Quick guidelines on retrieving inventory levels from ShipBob’s API

ShipBob’s GET inventory endpoint will return inventory quantities associated with products that are stocked at a facility. This endpoint will return an inventoryid associated with a product, which is a unique ShipBob identifier. When creating a product via ShipBob’s product API, an inventoryid is automatically generated and retuned in the product creation response. As such, ShipBob recommends implementing one of the following best practices to fetch inventory levels:

Option 1 – Fetching products from ShipBob each time inventory levels are updated in your platform

The solution would be to follow this process:

  1. Grab the products in bulk each time you are conducting an inventory sync (1 or multiple calls) using the Product endpoint
  2. Get the list of the product’s inventory components (inventory_id is returned in the Product endpoint)
  3. Grab all the inventories in bulk (1 or multiple calls) using the Inventory endpoint
  4. Reconcile product with inventory.
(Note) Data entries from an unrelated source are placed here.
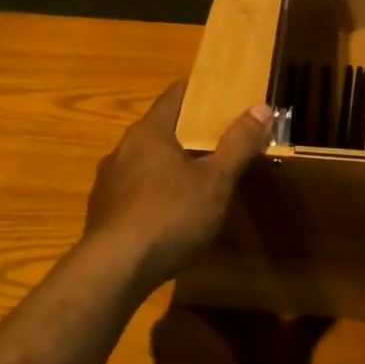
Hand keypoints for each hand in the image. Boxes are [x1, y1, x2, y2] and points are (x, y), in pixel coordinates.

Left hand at [84, 83, 272, 289]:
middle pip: (160, 129)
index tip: (223, 99)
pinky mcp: (102, 212)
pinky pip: (134, 191)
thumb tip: (262, 108)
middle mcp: (123, 148)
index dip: (201, 94)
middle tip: (219, 142)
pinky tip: (169, 215)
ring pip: (145, 162)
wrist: (115, 269)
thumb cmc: (170, 215)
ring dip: (169, 166)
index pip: (175, 95)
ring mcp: (108, 181)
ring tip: (196, 180)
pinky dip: (153, 193)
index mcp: (150, 132)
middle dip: (188, 133)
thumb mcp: (216, 181)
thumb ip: (239, 144)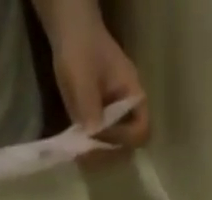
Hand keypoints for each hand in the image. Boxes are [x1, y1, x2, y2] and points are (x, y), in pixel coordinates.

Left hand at [49, 16, 150, 148]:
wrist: (70, 34)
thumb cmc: (81, 49)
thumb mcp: (83, 75)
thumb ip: (89, 104)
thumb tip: (93, 134)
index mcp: (133, 96)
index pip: (141, 130)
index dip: (123, 139)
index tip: (101, 134)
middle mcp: (129, 111)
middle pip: (129, 145)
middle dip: (109, 151)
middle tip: (88, 151)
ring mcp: (116, 118)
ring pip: (115, 148)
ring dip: (99, 154)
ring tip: (80, 151)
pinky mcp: (103, 123)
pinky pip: (102, 143)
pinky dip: (92, 149)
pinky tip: (78, 147)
If not a bundle, grab the inventory id and set that as the product sellable. If it is a bundle, you need to do the calculations. If the inventory is inactive or digital, you can skip the product or place a 0 value.
    • Note - inventory quantities in ShipBob are tracked at the component level, not at the bundle SKU level.

If overselling is a large issue, you can also implement a “buffer” for certain skus, meaning that if you want to stop sales upstream at, say, 20 remaining inventory for a sku, you can send a 0 quantity to your platform of the 20 or less that ShipBob is reporting for that particular sku. This buffer will allow for a certain “reserve” stock on the ShipBob end in case there any customer service/high priority orders that need to be pushed through and fulfilled. The buffer quantity logic would need to live on your platform/integration layer, and you can decide to do this on a per-sku basis or a global setting across all skus.

Option 2 - Store products in your system

The alternative solution would be for you to store the ShipBob Inventory Id somewhere on your system. This way, you can use the bulk inventory endpoint and page through all inventory records that ShipBob returns to update your system’s inventory levels. The only caveat is that if a product merge happens on ShipBob, the inventoryid could change, so you’d need a way to reconcile the inventory ids on a regular basis to ensure you store the correct id.

This would also mean that when a product is created via the API, you have the ability to store the inventory id based on the product creation response.